Present Value Analysis in Nonprofit Organizations: The Oakland Naval Shipyard bought machine 1 on March 5, Year
Question:
Present Value Analysis in Nonprofit Organizations: The Oakland Naval Shipyard bought machine 1 on March 5, Year 1, for $5,000 cash. The estimated salvage was $200, and the estimated life was 11 years. On March 5, Year 2, the company learned that it could purchase a different machine for $8,000 cash. The new machine would save the company an estimated $250 per year compared to machine I. The new machine would have no estimated salvage value and an estimated life of 10 years. The company could get $3,000 for machine 1 on March 5, Year 2. As a government agency, the shipyard pays no taxes.
Required:
a.

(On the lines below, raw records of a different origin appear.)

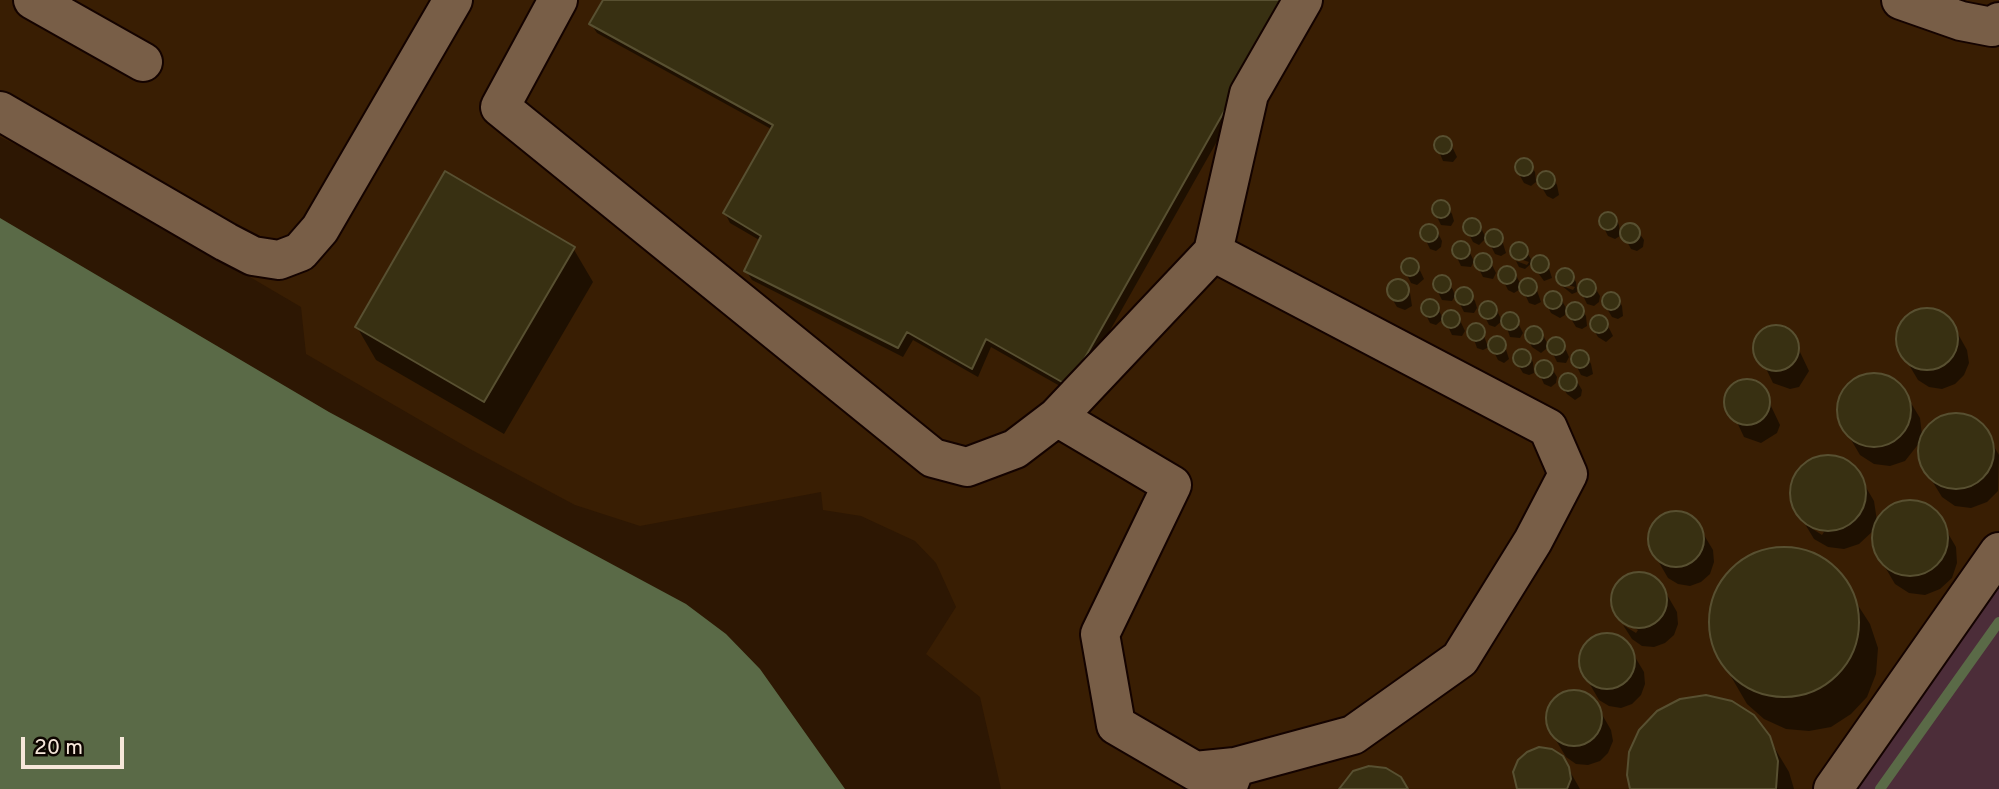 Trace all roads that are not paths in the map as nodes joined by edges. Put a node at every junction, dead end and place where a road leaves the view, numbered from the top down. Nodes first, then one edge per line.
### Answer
1 (33, 0) edge
2 (453, 0) edge
3 (558, 0) edge
4 (1304, 0) edge
5 (1901, 0) edge
6 (1999, 22) edge
7 (143, 62) dead end
8 (0, 111) edge
9 (1213, 252) junction
10 (1057, 417) junction
11 (1999, 552) edge
12 (1231, 778) edge
13 (1833, 789) edge

1 - 7 lane
2 - 8 lane
3 - 10 lane
4 - 9 lane
5 - 6 lane
9 - 10 lane
9 - 12 lane
10 - 12 lane
11 - 13 lane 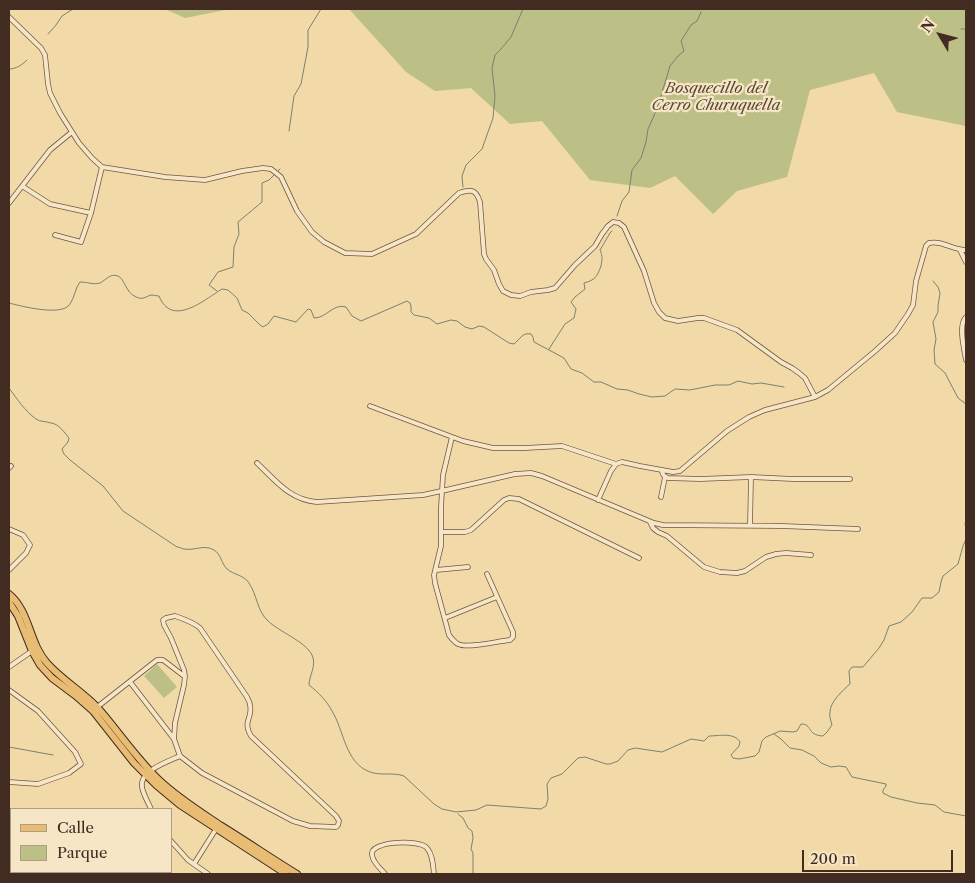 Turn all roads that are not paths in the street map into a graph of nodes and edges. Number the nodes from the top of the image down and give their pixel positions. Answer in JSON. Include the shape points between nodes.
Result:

Which of the following calculations would best assist the company in deciding whether to purchase the new machine?
(1) Present value of $250 savings per year + $3,000 - $8,000. (2) Present value of $250 savings per year - $8,000. (3) Present value of $250 savings per year + $3,000 - $8,000 - $5,000. (4) Present value of $250 savings per year + $3,000 - $8,000 - $4,750.
b. Calculate the net present value of the purchase of the new machine using differential costs. Assume a 12 percent discount rate. (Refer to Illustration 15-10, Appendix B, for annuity factors.)
c. Should the Oakland Naval Shipyard invest in the new machine?